La lección que nos deja esta pandemia es también la necesidad de un trabajo coordinado a nivel internacional. La vulnerabilidad común—nos dice el documento de la Pontificia Academia para la Vida—“exige también la cooperación internacional, así como entender que no se puede resistir una pandemia sin una infraestructura médica adecuada, accesible a todos a nivel mundial”.  Actualmente, por ejemplo, los países con más desarrollo tecnológico están enfrascados en una especie de competencia para ser los primeros en lograr producir la ansiada vacuna contra el coronavirus, cuando deberían coordinar esfuerzos, compartiendo el conocimiento científico y la tecnología, para juntos lograr acabar con el virus y salvar vidas humanas. Muchos laboratorios de prestigiosas universidades en el mundo, también de entidades privadas, pretenden crear la vacuna y patentarla para asegurarse millonarias ganancias con su comercialización. Prevalecen los intereses económicos de grupos de poder antes que la salud de las poblaciones más vulnerables. Si hubiera un verdadero sentido de la solidaridad global, unido a políticas efectivas en materia de salud a nivel internacional, se lograría salvar millones de vidas humanas en el mundo, particularmente en los países menos desarrollados, erradicando enfermedades endémicas. En ese sentido es pertinente lo que señala la Pontificia Academia para la Vida en el sentido que “se necesita de una organización internacional de alcance mundial, que incluya específicamente las necesidades y preocupaciones de los países menos adelantados que se enfrentan a una catástrofe sin precedentes”.
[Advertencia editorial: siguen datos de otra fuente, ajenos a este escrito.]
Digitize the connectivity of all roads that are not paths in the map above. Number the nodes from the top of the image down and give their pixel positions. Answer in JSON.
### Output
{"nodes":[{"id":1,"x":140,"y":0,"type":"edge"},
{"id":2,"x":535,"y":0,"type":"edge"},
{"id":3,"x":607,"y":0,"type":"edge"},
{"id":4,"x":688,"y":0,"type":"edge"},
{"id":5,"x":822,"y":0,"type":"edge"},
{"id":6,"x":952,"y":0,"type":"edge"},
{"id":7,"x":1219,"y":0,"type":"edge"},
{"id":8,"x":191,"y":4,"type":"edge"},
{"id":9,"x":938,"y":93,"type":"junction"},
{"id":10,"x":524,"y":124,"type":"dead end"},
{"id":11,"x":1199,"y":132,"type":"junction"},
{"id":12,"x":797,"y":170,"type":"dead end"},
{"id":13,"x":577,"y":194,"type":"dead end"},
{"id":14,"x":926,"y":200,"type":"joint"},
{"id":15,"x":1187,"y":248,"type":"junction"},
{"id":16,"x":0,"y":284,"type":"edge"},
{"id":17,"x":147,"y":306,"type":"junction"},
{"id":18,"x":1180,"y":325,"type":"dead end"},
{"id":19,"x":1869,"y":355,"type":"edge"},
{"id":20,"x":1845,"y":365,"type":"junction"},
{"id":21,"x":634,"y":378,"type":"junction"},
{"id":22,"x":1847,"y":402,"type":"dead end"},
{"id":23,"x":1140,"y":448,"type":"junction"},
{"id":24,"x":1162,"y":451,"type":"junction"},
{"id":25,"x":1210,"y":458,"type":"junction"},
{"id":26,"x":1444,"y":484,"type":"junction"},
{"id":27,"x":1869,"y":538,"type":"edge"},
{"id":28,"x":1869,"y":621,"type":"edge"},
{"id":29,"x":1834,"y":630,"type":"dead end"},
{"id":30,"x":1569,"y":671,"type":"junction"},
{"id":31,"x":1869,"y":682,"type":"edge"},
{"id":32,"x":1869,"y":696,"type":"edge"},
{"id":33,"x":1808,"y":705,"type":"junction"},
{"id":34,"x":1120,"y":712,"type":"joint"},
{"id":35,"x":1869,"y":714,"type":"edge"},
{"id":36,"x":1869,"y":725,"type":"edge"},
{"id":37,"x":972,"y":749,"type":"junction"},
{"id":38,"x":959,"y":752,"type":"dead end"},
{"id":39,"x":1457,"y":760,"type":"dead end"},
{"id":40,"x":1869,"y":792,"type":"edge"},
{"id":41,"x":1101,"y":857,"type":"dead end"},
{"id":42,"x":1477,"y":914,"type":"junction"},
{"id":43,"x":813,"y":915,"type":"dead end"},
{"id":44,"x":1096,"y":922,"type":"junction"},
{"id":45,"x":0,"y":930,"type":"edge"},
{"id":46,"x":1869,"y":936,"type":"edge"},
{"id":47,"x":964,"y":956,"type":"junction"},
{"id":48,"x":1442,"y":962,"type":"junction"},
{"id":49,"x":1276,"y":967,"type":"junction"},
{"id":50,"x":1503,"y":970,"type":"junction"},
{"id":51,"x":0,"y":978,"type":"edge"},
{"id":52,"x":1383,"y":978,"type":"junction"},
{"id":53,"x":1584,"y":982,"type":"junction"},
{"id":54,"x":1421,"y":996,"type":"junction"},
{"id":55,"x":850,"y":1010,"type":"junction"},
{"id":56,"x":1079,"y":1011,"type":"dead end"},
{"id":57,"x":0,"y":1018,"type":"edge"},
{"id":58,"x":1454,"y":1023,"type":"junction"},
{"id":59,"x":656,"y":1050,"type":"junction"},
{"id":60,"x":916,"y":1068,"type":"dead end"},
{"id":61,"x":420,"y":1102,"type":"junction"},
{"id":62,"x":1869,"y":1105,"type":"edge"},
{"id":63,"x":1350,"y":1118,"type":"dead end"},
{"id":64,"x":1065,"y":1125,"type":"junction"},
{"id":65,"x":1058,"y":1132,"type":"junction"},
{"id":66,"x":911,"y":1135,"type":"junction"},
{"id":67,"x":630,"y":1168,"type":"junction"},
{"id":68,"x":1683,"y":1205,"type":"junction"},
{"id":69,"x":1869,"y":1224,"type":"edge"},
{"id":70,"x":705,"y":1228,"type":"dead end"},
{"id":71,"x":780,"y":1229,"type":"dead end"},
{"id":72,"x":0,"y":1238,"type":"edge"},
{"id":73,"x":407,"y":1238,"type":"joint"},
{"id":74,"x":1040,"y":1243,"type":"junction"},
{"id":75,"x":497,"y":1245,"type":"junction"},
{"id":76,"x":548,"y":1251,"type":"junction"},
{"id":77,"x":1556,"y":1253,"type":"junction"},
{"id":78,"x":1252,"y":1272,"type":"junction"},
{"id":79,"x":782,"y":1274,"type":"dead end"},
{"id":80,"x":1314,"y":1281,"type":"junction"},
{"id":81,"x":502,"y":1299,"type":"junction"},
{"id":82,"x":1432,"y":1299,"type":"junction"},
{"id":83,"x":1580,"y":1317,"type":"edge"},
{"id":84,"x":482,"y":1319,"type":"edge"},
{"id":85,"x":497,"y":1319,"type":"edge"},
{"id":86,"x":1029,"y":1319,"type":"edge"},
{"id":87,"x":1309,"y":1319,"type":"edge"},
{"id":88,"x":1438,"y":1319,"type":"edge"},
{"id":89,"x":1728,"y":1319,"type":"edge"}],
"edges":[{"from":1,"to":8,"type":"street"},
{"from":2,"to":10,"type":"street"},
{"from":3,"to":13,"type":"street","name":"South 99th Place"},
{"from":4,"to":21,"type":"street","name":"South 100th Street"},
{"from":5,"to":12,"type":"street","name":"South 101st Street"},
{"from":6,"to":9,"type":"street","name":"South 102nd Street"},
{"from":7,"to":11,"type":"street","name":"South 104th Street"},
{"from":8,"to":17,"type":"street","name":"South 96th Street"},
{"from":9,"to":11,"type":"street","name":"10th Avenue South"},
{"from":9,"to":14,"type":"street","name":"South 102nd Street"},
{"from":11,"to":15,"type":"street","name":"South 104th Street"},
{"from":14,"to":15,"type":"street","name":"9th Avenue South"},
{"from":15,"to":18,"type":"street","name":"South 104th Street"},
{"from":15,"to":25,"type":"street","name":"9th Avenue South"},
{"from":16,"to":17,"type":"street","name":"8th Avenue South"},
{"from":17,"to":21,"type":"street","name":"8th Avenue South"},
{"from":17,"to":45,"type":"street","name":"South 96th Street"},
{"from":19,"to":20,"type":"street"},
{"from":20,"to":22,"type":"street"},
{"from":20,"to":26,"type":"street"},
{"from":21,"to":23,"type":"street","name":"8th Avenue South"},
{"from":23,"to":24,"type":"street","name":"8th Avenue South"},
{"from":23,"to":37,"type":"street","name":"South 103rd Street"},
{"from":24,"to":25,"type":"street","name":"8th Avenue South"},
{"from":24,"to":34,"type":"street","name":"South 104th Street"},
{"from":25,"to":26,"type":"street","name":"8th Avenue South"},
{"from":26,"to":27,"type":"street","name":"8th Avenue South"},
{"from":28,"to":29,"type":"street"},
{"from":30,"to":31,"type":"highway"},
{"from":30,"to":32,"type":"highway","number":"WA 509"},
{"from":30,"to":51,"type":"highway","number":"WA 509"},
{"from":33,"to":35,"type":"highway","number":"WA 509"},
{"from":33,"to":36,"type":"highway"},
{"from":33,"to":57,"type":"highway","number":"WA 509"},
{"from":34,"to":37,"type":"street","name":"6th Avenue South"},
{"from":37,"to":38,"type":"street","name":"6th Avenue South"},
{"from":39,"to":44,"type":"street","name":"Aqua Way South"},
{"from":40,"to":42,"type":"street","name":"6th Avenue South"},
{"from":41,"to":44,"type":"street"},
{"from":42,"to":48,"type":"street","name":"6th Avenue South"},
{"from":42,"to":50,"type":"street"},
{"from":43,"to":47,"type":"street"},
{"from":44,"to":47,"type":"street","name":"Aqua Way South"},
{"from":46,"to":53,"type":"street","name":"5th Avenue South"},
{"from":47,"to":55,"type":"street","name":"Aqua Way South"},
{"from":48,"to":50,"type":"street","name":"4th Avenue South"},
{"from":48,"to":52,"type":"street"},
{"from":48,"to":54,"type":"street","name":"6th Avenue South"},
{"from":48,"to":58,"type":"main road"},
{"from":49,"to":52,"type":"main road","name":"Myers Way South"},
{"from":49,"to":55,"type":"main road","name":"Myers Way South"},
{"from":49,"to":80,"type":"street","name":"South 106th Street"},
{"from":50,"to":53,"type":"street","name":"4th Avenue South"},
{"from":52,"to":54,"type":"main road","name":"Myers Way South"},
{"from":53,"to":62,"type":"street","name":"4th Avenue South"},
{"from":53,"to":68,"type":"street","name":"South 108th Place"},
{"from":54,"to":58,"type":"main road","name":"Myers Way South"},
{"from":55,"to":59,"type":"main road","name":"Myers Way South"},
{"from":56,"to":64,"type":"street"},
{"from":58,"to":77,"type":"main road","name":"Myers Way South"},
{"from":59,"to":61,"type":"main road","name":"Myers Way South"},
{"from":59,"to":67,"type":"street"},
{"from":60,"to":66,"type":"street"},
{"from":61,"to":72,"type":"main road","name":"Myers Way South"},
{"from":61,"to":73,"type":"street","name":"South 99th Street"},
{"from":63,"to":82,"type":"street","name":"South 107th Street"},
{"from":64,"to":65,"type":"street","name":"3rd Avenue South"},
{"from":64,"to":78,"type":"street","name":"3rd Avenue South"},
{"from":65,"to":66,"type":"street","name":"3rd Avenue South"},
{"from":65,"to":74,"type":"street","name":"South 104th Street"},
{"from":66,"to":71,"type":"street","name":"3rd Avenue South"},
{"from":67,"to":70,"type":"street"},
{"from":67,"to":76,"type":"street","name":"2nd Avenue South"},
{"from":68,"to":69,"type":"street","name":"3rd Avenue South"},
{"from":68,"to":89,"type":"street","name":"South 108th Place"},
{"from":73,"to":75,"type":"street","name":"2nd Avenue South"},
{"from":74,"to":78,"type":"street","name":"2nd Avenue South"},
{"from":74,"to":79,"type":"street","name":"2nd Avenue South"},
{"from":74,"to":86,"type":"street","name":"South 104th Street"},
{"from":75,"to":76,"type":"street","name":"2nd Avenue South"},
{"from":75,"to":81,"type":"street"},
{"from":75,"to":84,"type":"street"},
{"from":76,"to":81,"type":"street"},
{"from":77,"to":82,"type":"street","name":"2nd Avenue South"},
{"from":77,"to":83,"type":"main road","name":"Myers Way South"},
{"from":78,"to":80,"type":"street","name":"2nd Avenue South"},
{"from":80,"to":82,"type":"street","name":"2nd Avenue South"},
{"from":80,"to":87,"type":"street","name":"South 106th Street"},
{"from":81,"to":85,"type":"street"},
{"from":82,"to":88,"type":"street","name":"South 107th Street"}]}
La pandemia del coronavirus ha revivido dilemas éticos, puesto que no todos los enfermos que acudían a los hospitales podían ser, en muchos casos, atendidos en los servicios de cuidados intensivos especializados. Miles de personas han muerto porque no pudieron ser atendidos adecuada y oportunamente por los servicios de la salud pública. Por otra parte, la epidemia también ha revelado las profundas desigualdades económicas entre países, las brechas entre los que cuentan con suficientes recursos para afrontar la adversidad y los que no lo tienen. Los gobiernos, aplicaron criterios pragmáticos basados en consideraciones utilitarias al momento de asignar recursos para la atención de las poblaciones más vulnerables. Algunos abogaban por priorizar salvar la economía antes que la salud pública. En definitiva, la sociedad tiene que reflexionar sobre la exigencia de una nueva ética que ponga en primer lugar la centralidad de la persona humana, una ética que no se funde en consensos pragmáticos sino en la verdad sobre el hombre; una ética que revalore la importancia del cuidado del medio ambiente, buscando la armonía con la naturaleza, superando la visión individualista y materialista de la existencia humana. Una ética en la que, transcendiendo una visión puramente intramundana, nos abramos al encuentro con el Dios de la vida.